The necessity for the formation of the ministry became clear, certainly after the ‘shell crisis’ of early 1915, which showed that the existing production of munitions for a war of this sort, was hopelesslyinsufficient and inefficient. As a largely naval power with a small standing army designed as an Imperial ‘police force’, small arms and field gun/howitzer munitions were only produced in numbers to suit those requirements. 

During the course of the war, the ministry was in the hands of four men; David Lloyd George, Edwin Montague, Christopher Addison and then Winston Churchill through to the cessation of hostilities.Messrs Montague and Addison both only heading up the ministry for approximately six months each. 

The transformation of munitions production during the war was the result of a complex structure, involving labour supply and relations, manpower planning, raw materials, national and internationalfinance. Also included was research and development of new weaponry; here the tank and aeroplane spring readily to mind. The importation of raw materials and therefore the transportation and insurance of the goods to be imported was also included in the ministry’s responsibilities. It was soon discovered that the recruitment campaign had been allowed to draw far too many skilled men needed to make the munitions in the first place and companies that were given contracts to manufacture arms and all other necessities, had to compile lists of key workers that they needed back. 

The contents of the book are organised in a largely chronological order, starting as one might expect from the declaration of war, with mobilisation and a brief rundown on the pre-war industrial unrest. The last section is on the preparation for the war’s end, demobilisation and the running down of munitions production. 
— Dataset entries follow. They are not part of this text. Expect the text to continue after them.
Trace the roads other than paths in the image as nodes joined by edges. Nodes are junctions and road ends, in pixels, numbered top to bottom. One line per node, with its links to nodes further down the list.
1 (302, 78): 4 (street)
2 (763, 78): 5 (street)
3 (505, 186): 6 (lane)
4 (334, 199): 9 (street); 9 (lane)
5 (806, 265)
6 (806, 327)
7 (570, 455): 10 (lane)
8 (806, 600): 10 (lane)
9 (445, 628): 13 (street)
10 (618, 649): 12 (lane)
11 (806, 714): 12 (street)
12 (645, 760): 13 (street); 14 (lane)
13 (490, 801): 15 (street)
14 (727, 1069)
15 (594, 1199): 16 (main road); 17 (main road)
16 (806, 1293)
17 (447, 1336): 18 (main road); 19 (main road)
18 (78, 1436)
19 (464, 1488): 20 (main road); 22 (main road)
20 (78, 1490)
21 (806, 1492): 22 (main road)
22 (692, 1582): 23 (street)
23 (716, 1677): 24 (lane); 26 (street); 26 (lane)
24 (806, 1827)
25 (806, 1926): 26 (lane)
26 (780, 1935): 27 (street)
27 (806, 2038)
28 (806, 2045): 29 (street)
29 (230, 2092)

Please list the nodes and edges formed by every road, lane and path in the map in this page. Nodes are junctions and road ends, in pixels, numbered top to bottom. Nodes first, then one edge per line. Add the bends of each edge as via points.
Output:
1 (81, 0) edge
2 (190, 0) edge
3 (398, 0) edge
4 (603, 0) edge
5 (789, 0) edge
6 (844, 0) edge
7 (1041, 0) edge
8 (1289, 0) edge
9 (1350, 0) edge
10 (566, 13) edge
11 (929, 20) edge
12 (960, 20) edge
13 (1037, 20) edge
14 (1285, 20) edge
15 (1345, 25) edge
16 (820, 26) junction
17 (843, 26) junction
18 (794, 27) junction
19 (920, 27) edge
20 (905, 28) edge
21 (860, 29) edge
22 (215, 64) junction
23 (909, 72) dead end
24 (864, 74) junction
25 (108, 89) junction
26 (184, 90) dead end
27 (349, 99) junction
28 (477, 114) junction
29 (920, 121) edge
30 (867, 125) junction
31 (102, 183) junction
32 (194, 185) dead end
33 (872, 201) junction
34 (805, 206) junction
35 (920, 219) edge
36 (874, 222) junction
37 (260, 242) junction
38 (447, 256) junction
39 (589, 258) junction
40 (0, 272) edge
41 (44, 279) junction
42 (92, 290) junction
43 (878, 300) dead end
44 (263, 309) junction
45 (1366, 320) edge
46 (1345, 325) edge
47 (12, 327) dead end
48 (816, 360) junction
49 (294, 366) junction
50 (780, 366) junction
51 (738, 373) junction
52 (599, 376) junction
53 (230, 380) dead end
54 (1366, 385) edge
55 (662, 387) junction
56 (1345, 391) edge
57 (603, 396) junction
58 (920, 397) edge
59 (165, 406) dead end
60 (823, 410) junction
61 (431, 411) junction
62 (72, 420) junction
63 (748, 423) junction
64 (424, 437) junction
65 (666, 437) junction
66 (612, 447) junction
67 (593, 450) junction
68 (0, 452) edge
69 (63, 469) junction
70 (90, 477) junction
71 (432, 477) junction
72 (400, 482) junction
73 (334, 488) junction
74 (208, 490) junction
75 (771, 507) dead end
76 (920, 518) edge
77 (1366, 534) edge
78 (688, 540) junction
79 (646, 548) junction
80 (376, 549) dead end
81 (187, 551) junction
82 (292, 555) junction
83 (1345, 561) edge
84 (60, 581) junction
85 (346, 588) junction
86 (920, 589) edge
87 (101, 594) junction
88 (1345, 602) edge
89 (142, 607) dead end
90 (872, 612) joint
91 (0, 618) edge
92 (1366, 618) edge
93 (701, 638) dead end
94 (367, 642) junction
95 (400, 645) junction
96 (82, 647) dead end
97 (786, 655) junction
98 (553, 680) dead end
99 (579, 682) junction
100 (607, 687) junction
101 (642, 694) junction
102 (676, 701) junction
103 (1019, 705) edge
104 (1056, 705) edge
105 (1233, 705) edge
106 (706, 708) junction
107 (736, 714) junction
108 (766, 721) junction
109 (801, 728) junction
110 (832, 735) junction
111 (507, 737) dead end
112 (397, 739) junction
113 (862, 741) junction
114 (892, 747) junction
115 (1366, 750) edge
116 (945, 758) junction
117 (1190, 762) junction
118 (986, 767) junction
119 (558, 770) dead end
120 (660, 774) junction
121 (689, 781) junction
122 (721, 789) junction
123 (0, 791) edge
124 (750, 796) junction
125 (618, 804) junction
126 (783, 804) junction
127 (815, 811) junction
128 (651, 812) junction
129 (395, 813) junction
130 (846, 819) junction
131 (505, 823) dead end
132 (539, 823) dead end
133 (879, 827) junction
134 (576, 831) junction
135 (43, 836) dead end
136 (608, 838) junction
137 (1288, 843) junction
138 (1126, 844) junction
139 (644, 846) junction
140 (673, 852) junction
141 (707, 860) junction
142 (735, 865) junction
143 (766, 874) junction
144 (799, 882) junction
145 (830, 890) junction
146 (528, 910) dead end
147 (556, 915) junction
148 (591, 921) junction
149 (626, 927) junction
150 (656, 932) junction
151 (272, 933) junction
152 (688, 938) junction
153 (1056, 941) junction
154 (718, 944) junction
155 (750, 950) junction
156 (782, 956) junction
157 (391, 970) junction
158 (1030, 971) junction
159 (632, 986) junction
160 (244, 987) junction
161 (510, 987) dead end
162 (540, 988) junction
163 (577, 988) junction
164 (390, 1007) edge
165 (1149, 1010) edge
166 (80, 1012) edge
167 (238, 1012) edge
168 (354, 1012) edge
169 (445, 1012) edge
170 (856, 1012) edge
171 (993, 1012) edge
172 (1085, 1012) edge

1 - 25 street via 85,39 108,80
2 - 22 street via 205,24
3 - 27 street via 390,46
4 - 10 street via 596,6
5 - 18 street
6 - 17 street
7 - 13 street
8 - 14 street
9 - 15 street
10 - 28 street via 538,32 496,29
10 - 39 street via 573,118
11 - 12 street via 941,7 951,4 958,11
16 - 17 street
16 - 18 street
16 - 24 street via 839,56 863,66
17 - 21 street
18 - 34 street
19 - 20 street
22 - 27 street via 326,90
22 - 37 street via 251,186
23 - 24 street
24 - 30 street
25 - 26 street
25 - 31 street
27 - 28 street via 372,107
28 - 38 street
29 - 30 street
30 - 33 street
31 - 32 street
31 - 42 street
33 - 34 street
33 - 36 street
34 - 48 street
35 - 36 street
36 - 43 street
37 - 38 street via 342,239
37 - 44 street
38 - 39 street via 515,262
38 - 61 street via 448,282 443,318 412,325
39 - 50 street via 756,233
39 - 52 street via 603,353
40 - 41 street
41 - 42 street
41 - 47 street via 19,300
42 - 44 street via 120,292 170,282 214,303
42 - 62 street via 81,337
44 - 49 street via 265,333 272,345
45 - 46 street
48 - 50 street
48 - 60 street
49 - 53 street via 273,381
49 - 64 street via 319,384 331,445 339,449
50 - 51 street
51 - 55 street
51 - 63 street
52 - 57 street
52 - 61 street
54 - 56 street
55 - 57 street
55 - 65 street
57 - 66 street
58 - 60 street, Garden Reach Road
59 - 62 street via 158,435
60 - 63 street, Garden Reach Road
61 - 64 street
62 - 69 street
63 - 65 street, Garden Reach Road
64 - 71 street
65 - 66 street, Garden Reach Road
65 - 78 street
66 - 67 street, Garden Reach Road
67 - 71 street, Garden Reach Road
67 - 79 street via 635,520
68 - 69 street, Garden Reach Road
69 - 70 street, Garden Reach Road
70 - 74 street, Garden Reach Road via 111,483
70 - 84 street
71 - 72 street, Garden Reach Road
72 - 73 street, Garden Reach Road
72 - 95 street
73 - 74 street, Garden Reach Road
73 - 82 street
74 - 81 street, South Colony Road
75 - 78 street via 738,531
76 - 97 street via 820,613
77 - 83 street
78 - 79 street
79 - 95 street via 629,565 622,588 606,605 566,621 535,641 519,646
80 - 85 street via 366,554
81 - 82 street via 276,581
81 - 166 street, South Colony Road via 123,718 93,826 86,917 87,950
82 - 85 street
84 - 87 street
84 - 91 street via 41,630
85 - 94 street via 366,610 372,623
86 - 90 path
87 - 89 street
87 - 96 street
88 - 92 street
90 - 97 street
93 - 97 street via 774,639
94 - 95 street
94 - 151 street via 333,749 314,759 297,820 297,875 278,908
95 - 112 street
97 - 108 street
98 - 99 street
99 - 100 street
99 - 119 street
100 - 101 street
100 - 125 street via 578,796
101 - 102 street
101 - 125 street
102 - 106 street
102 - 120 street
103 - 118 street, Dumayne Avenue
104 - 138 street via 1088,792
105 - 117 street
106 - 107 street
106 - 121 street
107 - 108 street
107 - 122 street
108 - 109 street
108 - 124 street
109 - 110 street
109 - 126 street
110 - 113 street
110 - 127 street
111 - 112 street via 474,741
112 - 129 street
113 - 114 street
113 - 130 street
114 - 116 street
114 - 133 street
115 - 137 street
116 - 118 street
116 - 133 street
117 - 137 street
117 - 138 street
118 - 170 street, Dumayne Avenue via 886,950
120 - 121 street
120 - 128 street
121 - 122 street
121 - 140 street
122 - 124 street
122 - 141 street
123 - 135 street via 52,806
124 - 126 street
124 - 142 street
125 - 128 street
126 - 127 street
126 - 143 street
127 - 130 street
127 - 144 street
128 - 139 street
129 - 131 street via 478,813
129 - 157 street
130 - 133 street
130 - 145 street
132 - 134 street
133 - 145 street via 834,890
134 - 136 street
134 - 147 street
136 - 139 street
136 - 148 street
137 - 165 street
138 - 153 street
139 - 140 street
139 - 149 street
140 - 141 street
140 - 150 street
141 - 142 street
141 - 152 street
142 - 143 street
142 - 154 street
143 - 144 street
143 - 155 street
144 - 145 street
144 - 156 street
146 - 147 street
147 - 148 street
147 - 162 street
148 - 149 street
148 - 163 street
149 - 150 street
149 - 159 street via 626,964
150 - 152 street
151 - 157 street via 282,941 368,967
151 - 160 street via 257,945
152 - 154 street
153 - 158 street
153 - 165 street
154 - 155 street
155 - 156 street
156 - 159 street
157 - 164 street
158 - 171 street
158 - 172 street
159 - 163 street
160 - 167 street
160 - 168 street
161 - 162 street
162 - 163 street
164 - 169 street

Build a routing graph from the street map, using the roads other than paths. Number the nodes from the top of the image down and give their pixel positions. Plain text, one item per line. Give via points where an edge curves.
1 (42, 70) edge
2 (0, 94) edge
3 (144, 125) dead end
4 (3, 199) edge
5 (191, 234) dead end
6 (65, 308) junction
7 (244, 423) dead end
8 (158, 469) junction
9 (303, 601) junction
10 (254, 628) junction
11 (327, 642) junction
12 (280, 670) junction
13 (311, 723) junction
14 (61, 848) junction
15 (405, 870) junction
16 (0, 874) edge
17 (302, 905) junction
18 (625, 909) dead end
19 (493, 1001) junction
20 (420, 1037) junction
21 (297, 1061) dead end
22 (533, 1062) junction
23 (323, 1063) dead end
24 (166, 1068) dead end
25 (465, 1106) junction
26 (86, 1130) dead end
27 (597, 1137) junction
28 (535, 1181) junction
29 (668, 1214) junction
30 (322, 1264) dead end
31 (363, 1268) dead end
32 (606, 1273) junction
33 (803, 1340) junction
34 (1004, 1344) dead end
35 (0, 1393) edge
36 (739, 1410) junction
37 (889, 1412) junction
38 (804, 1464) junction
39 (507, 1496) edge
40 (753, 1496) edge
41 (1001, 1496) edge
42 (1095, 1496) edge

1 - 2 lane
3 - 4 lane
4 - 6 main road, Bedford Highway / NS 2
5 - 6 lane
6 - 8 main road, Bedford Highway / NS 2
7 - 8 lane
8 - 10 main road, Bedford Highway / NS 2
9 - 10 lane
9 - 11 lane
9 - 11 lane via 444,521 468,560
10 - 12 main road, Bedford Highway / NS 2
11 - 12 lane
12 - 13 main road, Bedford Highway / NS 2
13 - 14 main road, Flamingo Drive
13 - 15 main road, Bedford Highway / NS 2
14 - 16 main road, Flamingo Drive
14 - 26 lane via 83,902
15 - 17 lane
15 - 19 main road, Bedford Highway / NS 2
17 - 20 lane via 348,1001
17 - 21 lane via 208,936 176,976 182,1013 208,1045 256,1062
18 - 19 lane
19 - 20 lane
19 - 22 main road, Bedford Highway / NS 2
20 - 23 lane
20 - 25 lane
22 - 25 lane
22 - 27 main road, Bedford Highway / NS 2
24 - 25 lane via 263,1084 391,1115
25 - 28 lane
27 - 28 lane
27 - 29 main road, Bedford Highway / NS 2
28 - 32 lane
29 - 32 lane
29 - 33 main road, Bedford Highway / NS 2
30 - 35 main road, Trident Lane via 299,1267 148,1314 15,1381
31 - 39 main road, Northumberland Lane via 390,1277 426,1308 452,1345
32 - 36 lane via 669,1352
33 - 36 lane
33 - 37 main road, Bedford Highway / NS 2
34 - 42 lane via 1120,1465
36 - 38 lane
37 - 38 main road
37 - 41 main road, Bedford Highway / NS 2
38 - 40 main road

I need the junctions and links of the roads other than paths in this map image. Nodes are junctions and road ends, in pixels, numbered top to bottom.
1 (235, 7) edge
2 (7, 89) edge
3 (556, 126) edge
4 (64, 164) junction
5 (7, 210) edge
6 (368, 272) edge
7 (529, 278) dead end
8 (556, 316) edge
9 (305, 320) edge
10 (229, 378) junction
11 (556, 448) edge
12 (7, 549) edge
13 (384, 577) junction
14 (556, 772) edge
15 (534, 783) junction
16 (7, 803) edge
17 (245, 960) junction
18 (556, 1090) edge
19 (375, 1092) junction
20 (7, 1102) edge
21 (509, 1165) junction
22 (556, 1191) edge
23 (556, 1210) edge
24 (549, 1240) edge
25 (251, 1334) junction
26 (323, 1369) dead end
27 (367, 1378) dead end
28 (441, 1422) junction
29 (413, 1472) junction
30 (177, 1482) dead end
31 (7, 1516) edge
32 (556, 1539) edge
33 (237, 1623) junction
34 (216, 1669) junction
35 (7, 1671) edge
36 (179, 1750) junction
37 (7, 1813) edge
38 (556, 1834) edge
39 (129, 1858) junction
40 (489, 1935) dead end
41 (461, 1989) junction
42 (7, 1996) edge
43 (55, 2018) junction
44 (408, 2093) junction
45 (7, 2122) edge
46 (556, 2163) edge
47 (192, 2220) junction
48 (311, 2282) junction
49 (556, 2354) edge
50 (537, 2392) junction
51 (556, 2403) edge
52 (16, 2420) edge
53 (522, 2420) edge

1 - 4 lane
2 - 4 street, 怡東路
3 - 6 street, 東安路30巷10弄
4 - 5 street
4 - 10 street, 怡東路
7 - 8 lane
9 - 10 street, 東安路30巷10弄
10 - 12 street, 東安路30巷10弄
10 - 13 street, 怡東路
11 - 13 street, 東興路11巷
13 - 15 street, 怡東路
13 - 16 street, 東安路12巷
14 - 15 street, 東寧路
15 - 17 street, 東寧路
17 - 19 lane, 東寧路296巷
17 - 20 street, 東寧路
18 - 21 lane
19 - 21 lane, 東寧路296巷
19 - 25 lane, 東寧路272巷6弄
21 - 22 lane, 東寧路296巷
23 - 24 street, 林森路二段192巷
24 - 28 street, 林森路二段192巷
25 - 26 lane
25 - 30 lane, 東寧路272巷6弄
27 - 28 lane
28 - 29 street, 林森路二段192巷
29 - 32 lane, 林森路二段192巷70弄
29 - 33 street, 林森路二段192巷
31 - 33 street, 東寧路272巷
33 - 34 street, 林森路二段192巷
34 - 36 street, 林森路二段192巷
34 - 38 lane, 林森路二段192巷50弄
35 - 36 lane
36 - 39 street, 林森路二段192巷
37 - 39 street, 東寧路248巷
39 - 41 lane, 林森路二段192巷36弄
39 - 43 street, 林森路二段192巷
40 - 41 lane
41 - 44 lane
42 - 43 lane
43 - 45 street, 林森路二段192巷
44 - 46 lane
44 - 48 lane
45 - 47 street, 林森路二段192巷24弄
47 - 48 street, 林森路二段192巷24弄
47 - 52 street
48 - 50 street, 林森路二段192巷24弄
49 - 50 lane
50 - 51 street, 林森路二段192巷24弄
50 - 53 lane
This is not a book to sit down and read from cover to cover, but for anybody who needs to add information about any aspect of the munitions provision as an adjunct to their own research and work, this is the book for you. I can only think that Mr Rawson must be a very patient and thorough researcher to have distilled a great deal of information from volumes and volumes of official documents into something that has all the relevant facts and figures in an easy to find and digestible form!